Senator Bernie Sanders and Representative Alexandria Ocasio-Cortez have announced plans to introduce legislation that would limit the interest rate that credit card companies are allowed to charge customers. Although there is currently no federal limit, some state governments have limits. Sanders and Ocasio-Cortez propose capping the annual rate of interest on credit card debt at 15 percent.
What could go wrong with this idea? Lots. Such limits, called usury laws, will make it harder for people without a good credit rating to get credit. That will move some of them to using the much less efficient layaway plans and pawn shops, and might even cause some people to borrow from loan sharks. The credit card caps will also push some people without a good credit history to get even higher-interest payday loans.
These are the opening two paragraphs of my latest Hoover Defining Ideas article, “A Progressive Plan That Aids Loan Sharks,” May 15.
In the piece I tell my own story about how usury laws made my life difficult in 1973:
I’m an example of someone hurt by usury laws in the early 1970s. I moved to California from Canada in September 1972 to go to graduate school at UCLA. Shortly after arriving, I started a checking account at the Bank of America branch near UCLA. In early 1973 I applied for a credit card. To maximize the probability of being approved, I asked for the minimum credit limit: $250. I was always good at handling money but, at age 22, I had never taken out a loan. So I had no credit record. I bet you can guess what happened: I was turned down. I was upset but I was also well along to becoming an economist: I had already learned a lot in a year of self-study in economics and one intense quarter of economics at a great graduate school. So I had learned, as economists do, to put myself in the other guy’s shoes.
I realized that the credit card company that turned me down didn’t know much about me. I knew that I was a good risk. But how would the credit card company know? I had had to state some background information on the application form and that included the fact that I had lived in Canada until a few months earlier and so it would probably be hard to collect from me if I moved back to Canada. How had I gone through college without accruing debt? I had gone for a three-year degree in Canada and financed it with savings, earnings, scholarships, and penurious living. When I had completed my second year of college, my net worth was down to $20. So, to finance my last year of college, I hitchhiked from Winnipeg to northern Manitoba, where I worked for three months in an underground nickel mine and worked every hour of overtime I could, including double shifts. It paid off, and I graduated with zero debt.
But how was a credit card company to know all that? All it knew was that I had never repaid a loan.
One main way a credit card company can deal with the risk of lending to someone with no credit history is to charge a higher interest rate. There’s the rub. I was applying for a credit card in California, and California’s usury laws restricted the rate that could be charged. Given the risk, it simply wasn’t worth a credit card company taking the chance.
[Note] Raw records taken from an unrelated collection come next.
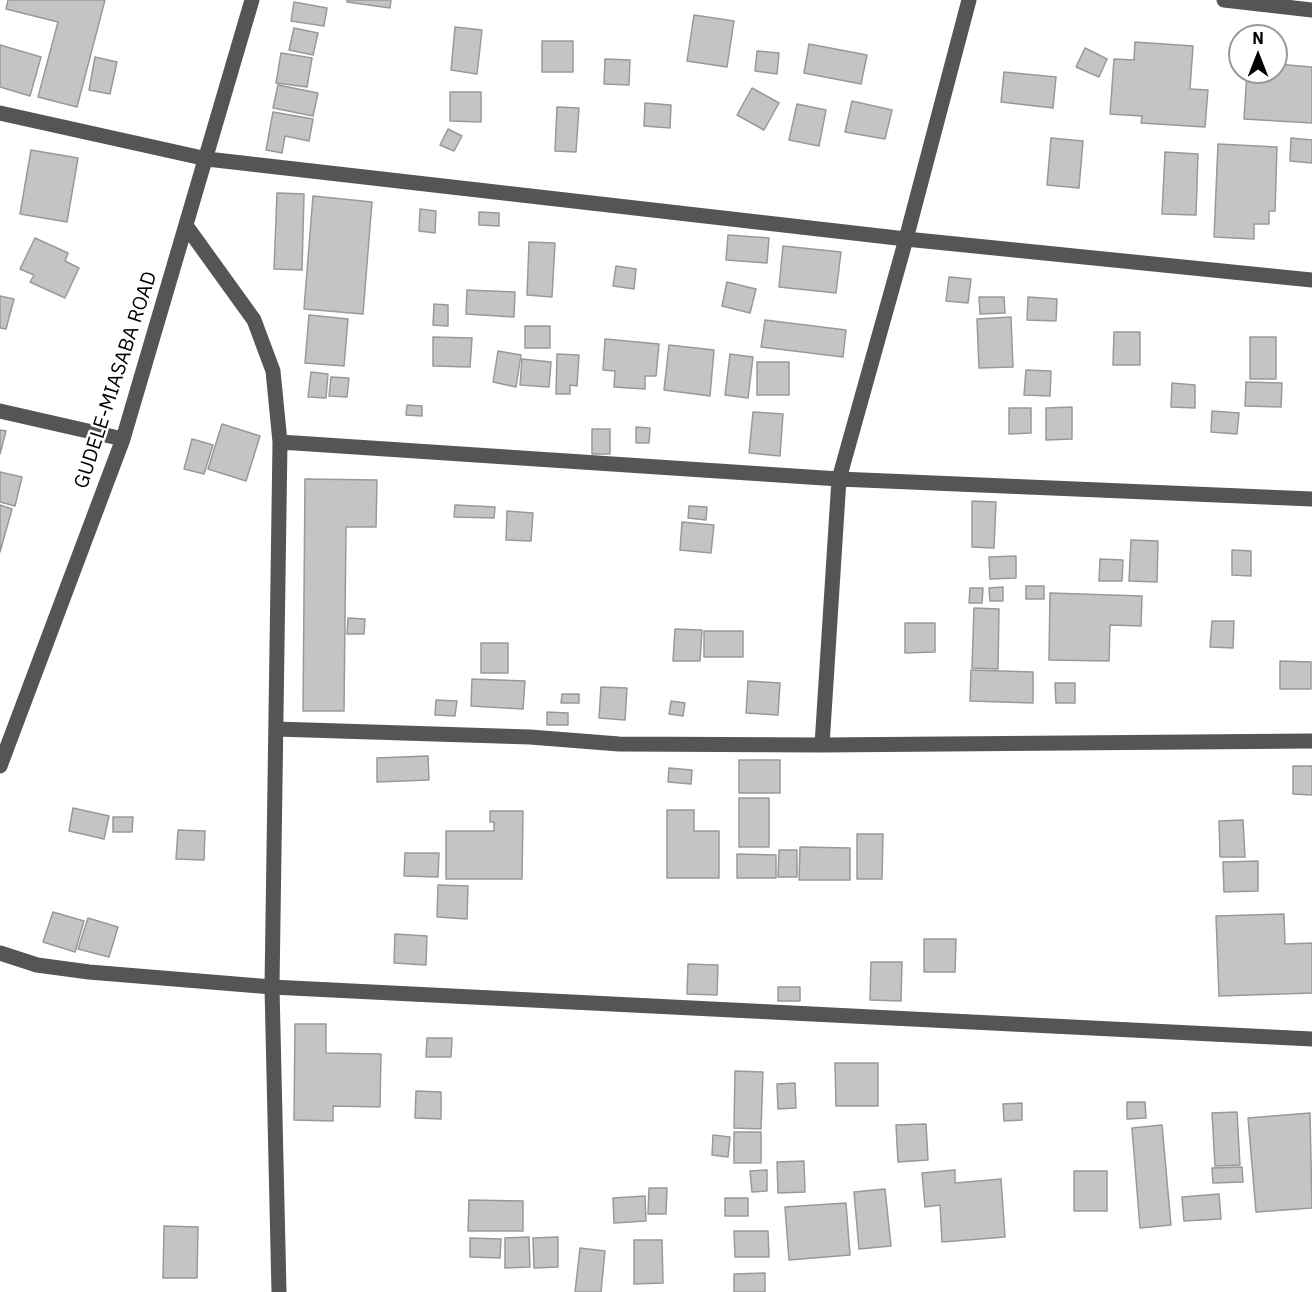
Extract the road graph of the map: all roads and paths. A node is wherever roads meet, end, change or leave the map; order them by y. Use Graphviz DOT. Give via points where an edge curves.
graph roads {
  1 [pos="252,0"];
  2 [pos="969,0"];
  3 [pos="1224,0"];
  4 [pos="1312,10"];
  5 [pos="0,112"];
  6 [pos="207,159"];
  7 [pos="187,227"];
  8 [pos="906,239"];
  9 [pos="1312,280"];
  10 [pos="0,411"];
  11 [pos="123,439"];
  12 [pos="280,442"];
  13 [pos="839,479"];
  14 [pos="1312,499"];
  15 [pos="276,729"];
  16 [pos="1312,741"];
  17 [pos="822,745"];
  18 [pos="1,760"];
  19 [pos="0,953"];
  20 [pos="272,987"];
  21 [pos="1312,1040"];
  22 [pos="279,1292"];
  1 -- 6 [label="street, GUDELE-MIASABA ROAD"];
  2 -- 8 [label="street"];
  3 -- 4 [label="street"];
  5 -- 6 [label="street"];
  6 -- 7 [label="street, GUDELE-MIASABA ROAD"];
  6 -- 8 [label="street"];
  7 -- 11 [label="street, GUDELE-MIASABA ROAD"];
  7 -- 12 [label="street" via="254,320 273,371"];
  8 -- 9 [label="street"];
  8 -- 13 [label="street"];
  10 -- 11 [label="street"];
  11 -- 18 [label="street, GUDELE-MIASABA ROAD"];
  12 -- 13 [label="street"];
  12 -- 15 [label="street"];
  13 -- 14 [label="street"];
  13 -- 17 [label="street"];
  15 -- 17 [label="street" via="530,737 620,744"];
  15 -- 20 [label="street"];
  16 -- 17 [label="street"];
  19 -- 20 [label="street" via="37,965 90,972"];
  20 -- 21 [label="street"];
  20 -- 22 [label="street"];
}
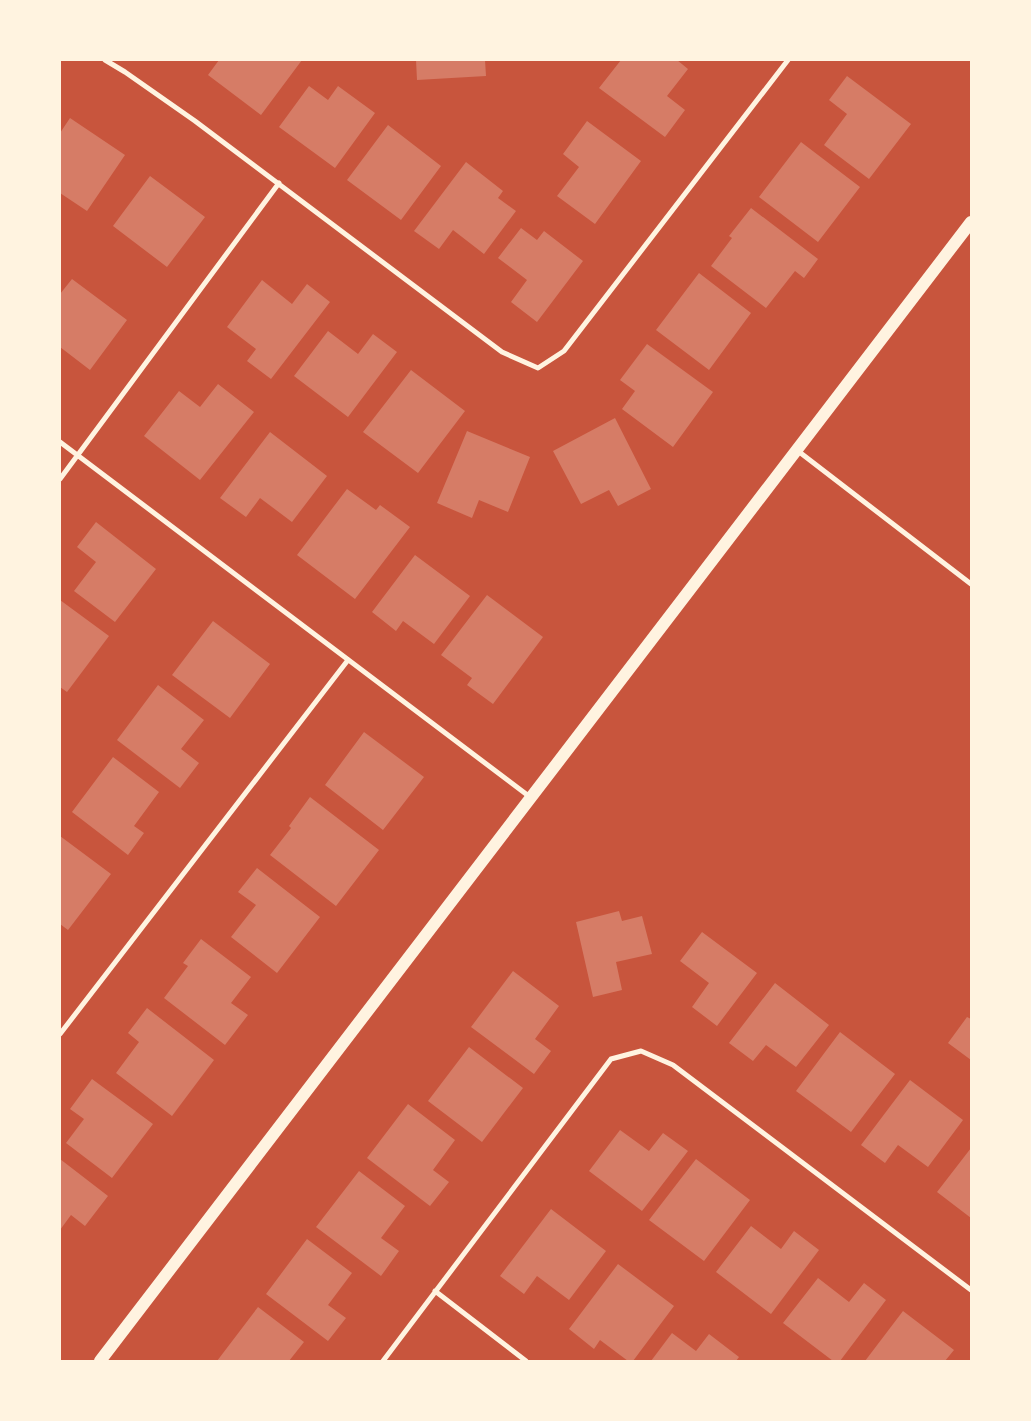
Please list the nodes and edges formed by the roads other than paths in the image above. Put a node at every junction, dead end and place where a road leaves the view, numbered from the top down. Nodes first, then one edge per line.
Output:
1 (106, 60) edge
2 (788, 60) edge
3 (279, 183) junction
4 (971, 222) edge
5 (60, 442) edge
6 (797, 450) junction
7 (78, 455) junction
8 (60, 479) edge
9 (971, 584) edge
10 (348, 660) junction
11 (531, 798) junction
12 (60, 1034) edge
13 (971, 1290) edge
14 (435, 1292) junction
15 (100, 1361) edge
16 (382, 1361) edge
17 (526, 1361) edge

1 - 3 street
2 - 3 street
3 - 7 street
4 - 6 main road
5 - 7 street
6 - 9 street
6 - 11 main road
7 - 8 street
7 - 10 street
10 - 11 street
10 - 12 street
11 - 15 main road
13 - 14 street
14 - 16 street
14 - 17 street

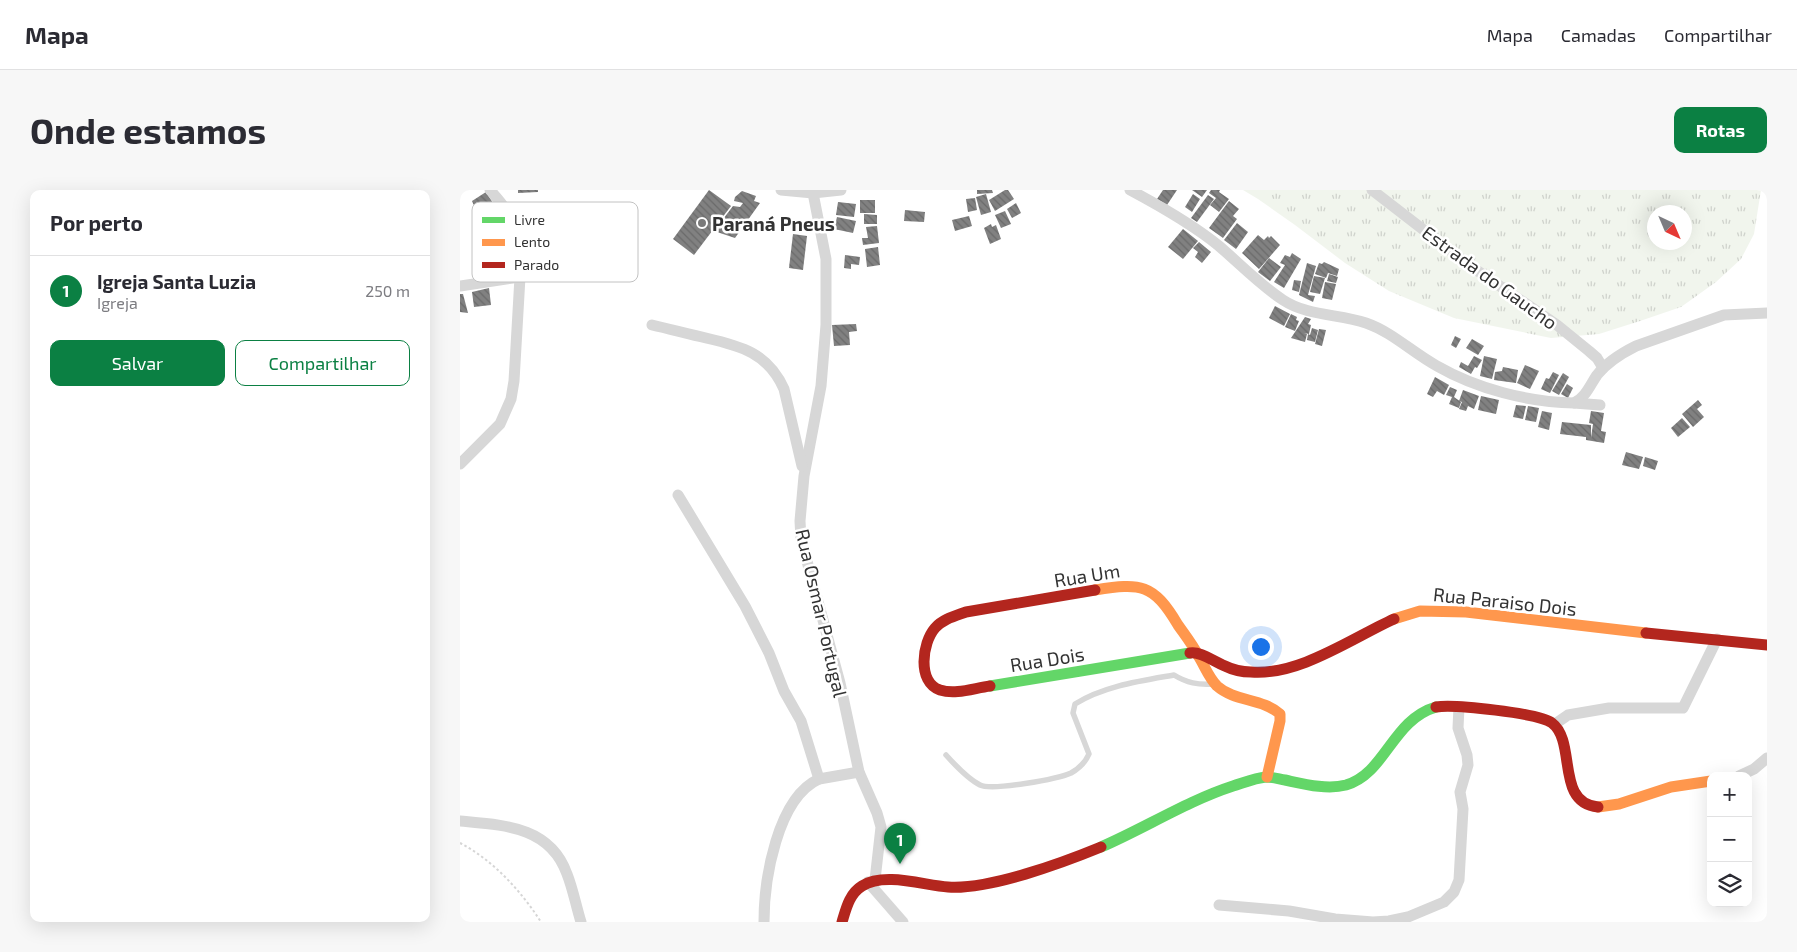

A few months later, my inability to get a credit card with even a modest credit limit made my life difficult. In the spring of 1973, I applied for, and accepted, a position as a paid summer intern with President Nixon’s Council of Economic Advisers. When I arrived in Washington, D.C. early Monday morning on a redeye, I had spent all but my last $20 on airfare. I was negotiating with various people I had contacted by mail to rent a room from them in D.C. or in Alexandria, Virginia, but nothing was firm. I was desperate. I pleaded with one of them, successfully, to let me stay with him and his roommates in Alexandria Monday night. I persuaded his roommates to let me stay a few extra days, but because I was responsible for my own food, I remember being very careful while shopping. My $20 left had to cover food and bus fare from Alexandria to the Old Executive Office Building until a few days later, when I managed to borrow another $20 from one of my Alexandria roommates.
Think about what I could have done with a credit card and a $250 limit. Room rentals at so-so hotels were going for well under $40 per night in those days. But, because I had no credit card and little cash, that wasn’t an option for me. Of course, as I built a work record, paid taxes, and lived in the United States longer, I finally qualified, in 1974, for a credit card. But I couldn’t get one when I most needed it.
My favorite part was my discovery, in researching the article, of the details of the 1978 Supreme Court decision. I particularly appreciated Justice Thurgood Marshall’s questioning of the lawyer whose client was trying to prevent competition in the credit card market.
Read the whole thing.
Update: Nice analysis from The Onion. HT2 Jonathan Meer.
READER COMMENTS
Kevin Erdmann
May 15 2019 at 8:22pm
Isn’t it strange that loans with much lower rates and far less onerous terms that are secured by the borrowers’ homes have been regulated out of existence? I appreciate your argument here, but it is an odd discontinuity in the regulatory apparatus, and it is odd that there seems to be more political support for unsecured loans at 20% than for secured loans at 9%.
David Henderson
May 15 2019 at 10:42pm
How have they been regulated out of existence?
Kevin Erdmann
May 16 2019 at 3:00pm
It appears that one important component is that a tremendous amount of underwriting mandates have been imposed at the same time that limits on fees and rates have also been imposed.
Some claim that these loans are available. But, there are articles like this. And, clearly the focus of Congress and regulators has been to tighten standards, with the QM standard, etc. Along with the declining number of small mortgages originated, low tier prices remain much lower than high tier prices relative to any pre-2007 comparison, low and moderate FICO score originations remain very low, and sales of new homes under $200,000 is very low. The changes in these measures are generally pretty extreme.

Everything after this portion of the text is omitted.